WORK TO COMPLETE: Search the entries for lines with the string "numbered" and say how many there are, giving only the number.

DATA EXCERPTS:

■ ■ ■ ■ ■

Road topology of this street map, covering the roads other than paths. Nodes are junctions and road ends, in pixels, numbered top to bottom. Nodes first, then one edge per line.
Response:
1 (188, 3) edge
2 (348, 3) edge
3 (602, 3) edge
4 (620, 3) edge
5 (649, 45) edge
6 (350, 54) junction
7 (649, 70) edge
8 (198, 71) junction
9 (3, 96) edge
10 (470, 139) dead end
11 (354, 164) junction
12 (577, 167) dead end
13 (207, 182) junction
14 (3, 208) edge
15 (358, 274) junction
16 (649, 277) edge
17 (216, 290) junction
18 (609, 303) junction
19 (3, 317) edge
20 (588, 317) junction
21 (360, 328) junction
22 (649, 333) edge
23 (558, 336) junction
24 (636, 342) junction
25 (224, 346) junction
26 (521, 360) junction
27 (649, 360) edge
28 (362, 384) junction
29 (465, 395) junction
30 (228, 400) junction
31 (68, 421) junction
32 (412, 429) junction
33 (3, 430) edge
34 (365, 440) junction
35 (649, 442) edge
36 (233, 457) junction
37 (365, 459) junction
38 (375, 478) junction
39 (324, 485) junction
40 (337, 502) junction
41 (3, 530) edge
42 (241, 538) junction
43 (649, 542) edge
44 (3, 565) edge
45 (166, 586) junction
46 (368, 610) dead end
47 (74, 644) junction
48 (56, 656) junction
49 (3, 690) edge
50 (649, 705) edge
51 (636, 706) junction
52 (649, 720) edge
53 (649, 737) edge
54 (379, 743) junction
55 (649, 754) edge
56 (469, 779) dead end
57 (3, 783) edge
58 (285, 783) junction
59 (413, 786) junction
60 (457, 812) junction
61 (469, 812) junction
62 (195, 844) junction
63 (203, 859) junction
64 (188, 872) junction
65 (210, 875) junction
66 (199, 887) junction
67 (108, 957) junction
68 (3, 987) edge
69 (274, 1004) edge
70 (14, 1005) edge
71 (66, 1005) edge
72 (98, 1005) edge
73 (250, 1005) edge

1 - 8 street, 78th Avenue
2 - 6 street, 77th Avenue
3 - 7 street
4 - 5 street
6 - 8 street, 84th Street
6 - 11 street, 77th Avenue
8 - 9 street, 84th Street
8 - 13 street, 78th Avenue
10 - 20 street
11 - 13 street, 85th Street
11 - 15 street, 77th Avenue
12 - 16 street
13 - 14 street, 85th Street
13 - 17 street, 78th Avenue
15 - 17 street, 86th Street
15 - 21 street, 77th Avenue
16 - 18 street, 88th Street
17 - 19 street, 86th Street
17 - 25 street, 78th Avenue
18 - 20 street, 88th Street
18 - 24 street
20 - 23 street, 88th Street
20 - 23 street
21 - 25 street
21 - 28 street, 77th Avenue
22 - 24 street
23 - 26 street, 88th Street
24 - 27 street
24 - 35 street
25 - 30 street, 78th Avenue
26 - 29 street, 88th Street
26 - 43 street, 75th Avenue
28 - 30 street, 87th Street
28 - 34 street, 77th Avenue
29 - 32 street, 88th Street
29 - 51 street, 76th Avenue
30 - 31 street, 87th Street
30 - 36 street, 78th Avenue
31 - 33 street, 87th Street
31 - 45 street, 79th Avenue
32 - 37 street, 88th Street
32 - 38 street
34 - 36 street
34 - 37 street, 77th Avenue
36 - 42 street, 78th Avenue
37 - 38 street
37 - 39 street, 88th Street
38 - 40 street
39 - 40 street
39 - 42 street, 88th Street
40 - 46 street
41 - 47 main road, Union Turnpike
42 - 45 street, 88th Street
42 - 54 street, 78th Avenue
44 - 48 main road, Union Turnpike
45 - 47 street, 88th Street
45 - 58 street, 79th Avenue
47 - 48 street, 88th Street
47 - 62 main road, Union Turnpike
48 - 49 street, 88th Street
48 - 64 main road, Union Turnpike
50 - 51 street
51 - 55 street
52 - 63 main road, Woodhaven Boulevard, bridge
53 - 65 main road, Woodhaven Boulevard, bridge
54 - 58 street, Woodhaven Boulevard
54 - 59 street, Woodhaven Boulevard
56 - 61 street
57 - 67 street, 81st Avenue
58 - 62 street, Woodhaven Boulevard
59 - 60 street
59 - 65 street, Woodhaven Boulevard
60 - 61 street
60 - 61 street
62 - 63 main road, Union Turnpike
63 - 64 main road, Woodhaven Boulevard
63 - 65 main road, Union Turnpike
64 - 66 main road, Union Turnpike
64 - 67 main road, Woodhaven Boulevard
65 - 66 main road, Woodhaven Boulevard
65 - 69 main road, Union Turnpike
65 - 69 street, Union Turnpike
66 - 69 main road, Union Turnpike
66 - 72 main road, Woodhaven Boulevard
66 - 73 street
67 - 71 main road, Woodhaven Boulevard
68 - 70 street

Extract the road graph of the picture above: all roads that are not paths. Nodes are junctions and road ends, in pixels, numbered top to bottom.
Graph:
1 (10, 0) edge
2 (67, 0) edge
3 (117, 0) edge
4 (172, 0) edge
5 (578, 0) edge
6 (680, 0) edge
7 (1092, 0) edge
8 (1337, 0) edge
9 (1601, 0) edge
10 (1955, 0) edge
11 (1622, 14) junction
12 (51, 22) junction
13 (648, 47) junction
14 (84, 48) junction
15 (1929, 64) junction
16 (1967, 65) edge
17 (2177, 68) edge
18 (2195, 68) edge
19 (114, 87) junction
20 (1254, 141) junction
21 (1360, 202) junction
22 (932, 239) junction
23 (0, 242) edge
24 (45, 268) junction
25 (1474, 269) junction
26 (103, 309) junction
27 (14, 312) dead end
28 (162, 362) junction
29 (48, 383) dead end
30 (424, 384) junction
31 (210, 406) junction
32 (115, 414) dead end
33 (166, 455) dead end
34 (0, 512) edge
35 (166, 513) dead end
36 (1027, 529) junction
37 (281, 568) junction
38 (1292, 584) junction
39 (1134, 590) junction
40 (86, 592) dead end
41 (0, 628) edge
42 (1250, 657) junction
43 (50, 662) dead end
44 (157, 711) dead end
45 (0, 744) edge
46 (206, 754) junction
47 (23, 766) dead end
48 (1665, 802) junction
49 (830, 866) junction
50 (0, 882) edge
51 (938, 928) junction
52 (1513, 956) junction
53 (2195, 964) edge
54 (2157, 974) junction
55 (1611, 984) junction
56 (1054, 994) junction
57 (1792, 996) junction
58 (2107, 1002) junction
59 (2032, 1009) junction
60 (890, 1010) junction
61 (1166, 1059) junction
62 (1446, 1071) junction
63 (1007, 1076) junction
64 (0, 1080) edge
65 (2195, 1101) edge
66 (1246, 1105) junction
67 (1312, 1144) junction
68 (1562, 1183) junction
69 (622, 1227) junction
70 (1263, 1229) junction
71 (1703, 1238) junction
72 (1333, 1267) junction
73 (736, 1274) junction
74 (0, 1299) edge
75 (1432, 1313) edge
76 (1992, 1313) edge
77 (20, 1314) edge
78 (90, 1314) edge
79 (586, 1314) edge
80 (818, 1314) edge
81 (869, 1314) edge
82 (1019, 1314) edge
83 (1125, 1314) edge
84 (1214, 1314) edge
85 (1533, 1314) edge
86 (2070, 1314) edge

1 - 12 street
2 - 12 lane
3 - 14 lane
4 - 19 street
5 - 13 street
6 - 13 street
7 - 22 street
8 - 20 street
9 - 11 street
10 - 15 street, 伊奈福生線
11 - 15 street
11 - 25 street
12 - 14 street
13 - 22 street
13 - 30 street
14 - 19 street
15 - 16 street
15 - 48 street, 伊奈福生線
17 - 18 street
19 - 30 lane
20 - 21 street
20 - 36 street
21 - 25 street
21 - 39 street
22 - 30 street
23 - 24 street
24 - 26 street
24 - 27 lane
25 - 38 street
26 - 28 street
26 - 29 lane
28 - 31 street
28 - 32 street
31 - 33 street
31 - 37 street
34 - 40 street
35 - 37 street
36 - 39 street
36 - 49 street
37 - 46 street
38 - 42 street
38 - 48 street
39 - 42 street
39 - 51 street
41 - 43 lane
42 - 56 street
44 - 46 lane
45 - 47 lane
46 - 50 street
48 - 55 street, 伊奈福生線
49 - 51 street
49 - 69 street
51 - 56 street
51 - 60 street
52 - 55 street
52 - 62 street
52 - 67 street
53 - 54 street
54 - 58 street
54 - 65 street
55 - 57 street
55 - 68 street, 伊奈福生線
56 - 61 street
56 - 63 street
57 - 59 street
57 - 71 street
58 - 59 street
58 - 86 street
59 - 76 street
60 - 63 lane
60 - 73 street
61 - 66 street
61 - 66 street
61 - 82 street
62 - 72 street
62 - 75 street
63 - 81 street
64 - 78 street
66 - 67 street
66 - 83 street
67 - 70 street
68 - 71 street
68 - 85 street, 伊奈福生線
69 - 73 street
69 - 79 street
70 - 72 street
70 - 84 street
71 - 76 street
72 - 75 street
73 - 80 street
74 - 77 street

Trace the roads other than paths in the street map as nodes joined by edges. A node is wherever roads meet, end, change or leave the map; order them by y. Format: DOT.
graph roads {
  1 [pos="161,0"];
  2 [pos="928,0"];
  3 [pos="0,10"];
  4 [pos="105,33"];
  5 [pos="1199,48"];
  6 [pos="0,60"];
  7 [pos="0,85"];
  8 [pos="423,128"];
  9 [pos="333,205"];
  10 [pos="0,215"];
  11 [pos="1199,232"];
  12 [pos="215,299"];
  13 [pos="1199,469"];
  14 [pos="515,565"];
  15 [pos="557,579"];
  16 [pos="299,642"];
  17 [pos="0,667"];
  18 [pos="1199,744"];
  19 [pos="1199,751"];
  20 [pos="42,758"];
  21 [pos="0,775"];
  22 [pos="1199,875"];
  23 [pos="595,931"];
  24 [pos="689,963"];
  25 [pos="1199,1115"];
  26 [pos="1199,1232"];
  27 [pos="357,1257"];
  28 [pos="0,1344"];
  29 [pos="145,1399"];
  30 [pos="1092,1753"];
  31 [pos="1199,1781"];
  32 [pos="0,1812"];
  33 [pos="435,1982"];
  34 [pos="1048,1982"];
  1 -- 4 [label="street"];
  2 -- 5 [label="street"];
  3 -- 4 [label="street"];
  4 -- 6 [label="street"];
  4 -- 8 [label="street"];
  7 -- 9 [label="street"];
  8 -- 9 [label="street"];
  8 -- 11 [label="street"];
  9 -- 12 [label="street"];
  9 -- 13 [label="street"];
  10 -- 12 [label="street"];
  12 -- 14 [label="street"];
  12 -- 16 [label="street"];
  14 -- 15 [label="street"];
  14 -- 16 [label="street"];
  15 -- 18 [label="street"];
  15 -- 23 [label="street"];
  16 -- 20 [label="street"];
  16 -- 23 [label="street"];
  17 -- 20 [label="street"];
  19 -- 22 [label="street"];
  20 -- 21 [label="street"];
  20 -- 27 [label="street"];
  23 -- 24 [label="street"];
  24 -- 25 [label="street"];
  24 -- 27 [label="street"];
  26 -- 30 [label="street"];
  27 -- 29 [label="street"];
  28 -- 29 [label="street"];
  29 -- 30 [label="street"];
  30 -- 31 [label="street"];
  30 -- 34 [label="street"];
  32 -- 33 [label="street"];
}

■ ■ ■ ■ ■

RESPONSE TO THE EXERCISE: 2